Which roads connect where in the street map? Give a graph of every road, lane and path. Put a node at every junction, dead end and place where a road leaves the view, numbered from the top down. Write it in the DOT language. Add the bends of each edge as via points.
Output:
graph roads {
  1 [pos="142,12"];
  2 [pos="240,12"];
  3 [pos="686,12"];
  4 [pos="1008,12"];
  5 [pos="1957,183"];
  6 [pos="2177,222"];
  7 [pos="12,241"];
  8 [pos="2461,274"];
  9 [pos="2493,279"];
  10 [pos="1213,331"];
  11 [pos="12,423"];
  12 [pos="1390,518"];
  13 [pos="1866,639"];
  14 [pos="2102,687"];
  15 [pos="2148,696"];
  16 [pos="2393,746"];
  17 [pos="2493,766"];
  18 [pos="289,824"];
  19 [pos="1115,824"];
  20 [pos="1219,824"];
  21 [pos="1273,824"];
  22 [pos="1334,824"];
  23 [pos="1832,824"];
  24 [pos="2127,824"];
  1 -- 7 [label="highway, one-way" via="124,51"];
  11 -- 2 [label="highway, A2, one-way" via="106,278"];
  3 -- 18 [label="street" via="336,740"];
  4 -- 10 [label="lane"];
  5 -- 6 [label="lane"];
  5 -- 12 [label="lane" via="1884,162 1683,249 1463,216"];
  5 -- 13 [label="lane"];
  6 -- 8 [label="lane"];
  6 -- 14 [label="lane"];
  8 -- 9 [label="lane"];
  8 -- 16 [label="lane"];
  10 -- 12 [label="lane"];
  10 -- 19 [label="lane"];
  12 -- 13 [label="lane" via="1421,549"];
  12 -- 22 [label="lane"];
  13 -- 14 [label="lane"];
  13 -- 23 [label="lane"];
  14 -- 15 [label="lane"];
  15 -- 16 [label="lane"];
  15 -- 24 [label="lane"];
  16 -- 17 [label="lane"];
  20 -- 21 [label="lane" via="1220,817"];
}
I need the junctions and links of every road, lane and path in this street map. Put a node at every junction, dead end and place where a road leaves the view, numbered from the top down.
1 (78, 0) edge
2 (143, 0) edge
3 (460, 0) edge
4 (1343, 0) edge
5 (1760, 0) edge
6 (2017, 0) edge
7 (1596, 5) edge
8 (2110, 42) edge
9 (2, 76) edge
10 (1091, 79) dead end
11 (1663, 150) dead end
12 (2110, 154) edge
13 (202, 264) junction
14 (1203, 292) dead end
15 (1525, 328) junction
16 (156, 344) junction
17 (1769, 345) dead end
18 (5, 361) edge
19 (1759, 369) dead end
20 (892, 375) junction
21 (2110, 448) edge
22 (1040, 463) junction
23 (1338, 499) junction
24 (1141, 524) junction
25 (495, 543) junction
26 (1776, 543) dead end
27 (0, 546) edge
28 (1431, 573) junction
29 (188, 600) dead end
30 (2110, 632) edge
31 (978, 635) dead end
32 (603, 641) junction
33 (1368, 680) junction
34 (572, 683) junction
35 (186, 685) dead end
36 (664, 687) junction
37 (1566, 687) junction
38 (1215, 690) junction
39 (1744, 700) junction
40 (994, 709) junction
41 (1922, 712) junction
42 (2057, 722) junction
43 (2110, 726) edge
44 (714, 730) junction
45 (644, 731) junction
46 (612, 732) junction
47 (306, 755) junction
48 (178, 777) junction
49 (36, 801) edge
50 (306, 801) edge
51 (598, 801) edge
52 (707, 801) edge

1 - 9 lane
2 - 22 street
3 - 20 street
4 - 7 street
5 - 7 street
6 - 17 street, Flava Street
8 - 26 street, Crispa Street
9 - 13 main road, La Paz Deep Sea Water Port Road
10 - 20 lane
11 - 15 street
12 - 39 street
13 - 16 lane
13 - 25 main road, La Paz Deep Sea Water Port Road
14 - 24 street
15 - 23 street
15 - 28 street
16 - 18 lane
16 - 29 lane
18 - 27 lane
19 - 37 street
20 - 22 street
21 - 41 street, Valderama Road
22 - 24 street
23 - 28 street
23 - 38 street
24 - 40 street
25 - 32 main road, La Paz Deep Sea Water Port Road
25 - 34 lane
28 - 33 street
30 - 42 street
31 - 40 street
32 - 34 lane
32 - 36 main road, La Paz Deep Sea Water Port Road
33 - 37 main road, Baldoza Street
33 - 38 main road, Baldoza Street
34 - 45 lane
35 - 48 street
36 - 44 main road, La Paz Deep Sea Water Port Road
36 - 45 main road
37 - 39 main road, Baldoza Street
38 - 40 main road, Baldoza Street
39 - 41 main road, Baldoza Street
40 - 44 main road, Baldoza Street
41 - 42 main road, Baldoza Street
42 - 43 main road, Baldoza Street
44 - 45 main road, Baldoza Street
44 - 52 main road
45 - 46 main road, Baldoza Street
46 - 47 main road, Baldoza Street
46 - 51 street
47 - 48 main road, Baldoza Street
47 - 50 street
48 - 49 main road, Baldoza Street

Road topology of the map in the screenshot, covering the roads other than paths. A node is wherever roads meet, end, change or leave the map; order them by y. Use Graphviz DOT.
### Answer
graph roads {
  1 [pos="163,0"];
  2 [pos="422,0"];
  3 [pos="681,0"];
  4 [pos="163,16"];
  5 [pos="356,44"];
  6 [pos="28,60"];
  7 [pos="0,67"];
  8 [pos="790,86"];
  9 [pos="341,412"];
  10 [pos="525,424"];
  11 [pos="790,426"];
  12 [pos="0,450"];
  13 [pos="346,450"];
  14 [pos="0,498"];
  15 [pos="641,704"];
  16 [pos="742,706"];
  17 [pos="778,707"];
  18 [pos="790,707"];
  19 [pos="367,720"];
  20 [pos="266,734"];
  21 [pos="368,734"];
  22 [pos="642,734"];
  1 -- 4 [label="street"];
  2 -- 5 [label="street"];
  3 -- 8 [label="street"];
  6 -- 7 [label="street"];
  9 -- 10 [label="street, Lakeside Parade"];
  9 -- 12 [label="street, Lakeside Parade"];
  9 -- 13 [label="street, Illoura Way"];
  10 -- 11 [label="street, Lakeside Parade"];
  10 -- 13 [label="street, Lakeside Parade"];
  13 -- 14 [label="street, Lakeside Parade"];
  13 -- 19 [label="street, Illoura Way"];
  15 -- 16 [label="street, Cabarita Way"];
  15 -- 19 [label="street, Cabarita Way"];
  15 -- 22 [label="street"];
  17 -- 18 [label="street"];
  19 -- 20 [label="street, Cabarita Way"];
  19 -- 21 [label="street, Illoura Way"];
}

════════════════

● **WHAT YOU HAVE TO DO**
Reproduce every record, making sure each one stays exactly the same.

● **RESPONSE BELOW**
Which roads connect where in the street map? Give a graph of every road, lane and path. Put a node at every junction, dead end and place where a road leaves the view, numbered from the top down. Write it in the DOT language. Add the bends of each edge as via points.
Output:
graph roads {
  1 [pos="142,12"];
  2 [pos="240,12"];
  3 [pos="686,12"];
  4 [pos="1008,12"];
  5 [pos="1957,183"];
  6 [pos="2177,222"];
  7 [pos="12,241"];
  8 [pos="2461,274"];
  9 [pos="2493,279"];
  10 [pos="1213,331"];
  11 [pos="12,423"];
  12 [pos="1390,518"];
  13 [pos="1866,639"];
  14 [pos="2102,687"];
  15 [pos="2148,696"];
  16 [pos="2393,746"];
  17 [pos="2493,766"];
  18 [pos="289,824"];
  19 [pos="1115,824"];
  20 [pos="1219,824"];
  21 [pos="1273,824"];
  22 [pos="1334,824"];
  23 [pos="1832,824"];
  24 [pos="2127,824"];
  1 -- 7 [label="highway, one-way" via="124,51"];
  11 -- 2 [label="highway, A2, one-way" via="106,278"];
  3 -- 18 [label="street" via="336,740"];
  4 -- 10 [label="lane"];
  5 -- 6 [label="lane"];
  5 -- 12 [label="lane" via="1884,162 1683,249 1463,216"];
  5 -- 13 [label="lane"];
  6 -- 8 [label="lane"];
  6 -- 14 [label="lane"];
  8 -- 9 [label="lane"];
  8 -- 16 [label="lane"];
  10 -- 12 [label="lane"];
  10 -- 19 [label="lane"];
  12 -- 13 [label="lane" via="1421,549"];
  12 -- 22 [label="lane"];
  13 -- 14 [label="lane"];
  13 -- 23 [label="lane"];
  14 -- 15 [label="lane"];
  15 -- 16 [label="lane"];
  15 -- 24 [label="lane"];
  16 -- 17 [label="lane"];
  20 -- 21 [label="lane" via="1220,817"];
}
I need the junctions and links of every road, lane and path in this street map. Put a node at every junction, dead end and place where a road leaves the view, numbered from the top down.
1 (78, 0) edge
2 (143, 0) edge
3 (460, 0) edge
4 (1343, 0) edge
5 (1760, 0) edge
6 (2017, 0) edge
7 (1596, 5) edge
8 (2110, 42) edge
9 (2, 76) edge
10 (1091, 79) dead end
11 (1663, 150) dead end
12 (2110, 154) edge
13 (202, 264) junction
14 (1203, 292) dead end
15 (1525, 328) junction
16 (156, 344) junction
17 (1769, 345) dead end
18 (5, 361) edge
19 (1759, 369) dead end
20 (892, 375) junction
21 (2110, 448) edge
22 (1040, 463) junction
23 (1338, 499) junction
24 (1141, 524) junction
25 (495, 543) junction
26 (1776, 543) dead end
27 (0, 546) edge
28 (1431, 573) junction
29 (188, 600) dead end
30 (2110, 632) edge
31 (978, 635) dead end
32 (603, 641) junction
33 (1368, 680) junction
34 (572, 683) junction
35 (186, 685) dead end
36 (664, 687) junction
37 (1566, 687) junction
38 (1215, 690) junction
39 (1744, 700) junction
40 (994, 709) junction
41 (1922, 712) junction
42 (2057, 722) junction
43 (2110, 726) edge
44 (714, 730) junction
45 (644, 731) junction
46 (612, 732) junction
47 (306, 755) junction
48 (178, 777) junction
49 (36, 801) edge
50 (306, 801) edge
51 (598, 801) edge
52 (707, 801) edge

1 - 9 lane
2 - 22 street
3 - 20 street
4 - 7 street
5 - 7 street
6 - 17 street, Flava Street
8 - 26 street, Crispa Street
9 - 13 main road, La Paz Deep Sea Water Port Road
10 - 20 lane
11 - 15 street
12 - 39 street
13 - 16 lane
13 - 25 main road, La Paz Deep Sea Water Port Road
14 - 24 street
15 - 23 street
15 - 28 street
16 - 18 lane
16 - 29 lane
18 - 27 lane
19 - 37 street
20 - 22 street
21 - 41 street, Valderama Road
22 - 24 street
23 - 28 street
23 - 38 street
24 - 40 street
25 - 32 main road, La Paz Deep Sea Water Port Road
25 - 34 lane
28 - 33 street
30 - 42 street
31 - 40 street
32 - 34 lane
32 - 36 main road, La Paz Deep Sea Water Port Road
33 - 37 main road, Baldoza Street
33 - 38 main road, Baldoza Street
34 - 45 lane
35 - 48 street
36 - 44 main road, La Paz Deep Sea Water Port Road
36 - 45 main road
37 - 39 main road, Baldoza Street
38 - 40 main road, Baldoza Street
39 - 41 main road, Baldoza Street
40 - 44 main road, Baldoza Street
41 - 42 main road, Baldoza Street
42 - 43 main road, Baldoza Street
44 - 45 main road, Baldoza Street
44 - 52 main road
45 - 46 main road, Baldoza Street
46 - 47 main road, Baldoza Street
46 - 51 street
47 - 48 main road, Baldoza Street
47 - 50 street
48 - 49 main road, Baldoza Street

Road topology of the map in the screenshot, covering the roads other than paths. A node is wherever roads meet, end, change or leave the map; order them by y. Use Graphviz DOT.
### Answer
graph roads {
  1 [pos="163,0"];
  2 [pos="422,0"];
  3 [pos="681,0"];
  4 [pos="163,16"];
  5 [pos="356,44"];
  6 [pos="28,60"];
  7 [pos="0,67"];
  8 [pos="790,86"];
  9 [pos="341,412"];
  10 [pos="525,424"];
  11 [pos="790,426"];
  12 [pos="0,450"];
  13 [pos="346,450"];
  14 [pos="0,498"];
  15 [pos="641,704"];
  16 [pos="742,706"];
  17 [pos="778,707"];
  18 [pos="790,707"];
  19 [pos="367,720"];
  20 [pos="266,734"];
  21 [pos="368,734"];
  22 [pos="642,734"];
  1 -- 4 [label="street"];
  2 -- 5 [label="street"];
  3 -- 8 [label="street"];
  6 -- 7 [label="street"];
  9 -- 10 [label="street, Lakeside Parade"];
  9 -- 12 [label="street, Lakeside Parade"];
  9 -- 13 [label="street, Illoura Way"];
  10 -- 11 [label="street, Lakeside Parade"];
  10 -- 13 [label="street, Lakeside Parade"];
  13 -- 14 [label="street, Lakeside Parade"];
  13 -- 19 [label="street, Illoura Way"];
  15 -- 16 [label="street, Cabarita Way"];
  15 -- 19 [label="street, Cabarita Way"];
  15 -- 22 [label="street"];
  17 -- 18 [label="street"];
  19 -- 20 [label="street, Cabarita Way"];
  19 -- 21 [label="street, Illoura Way"];
}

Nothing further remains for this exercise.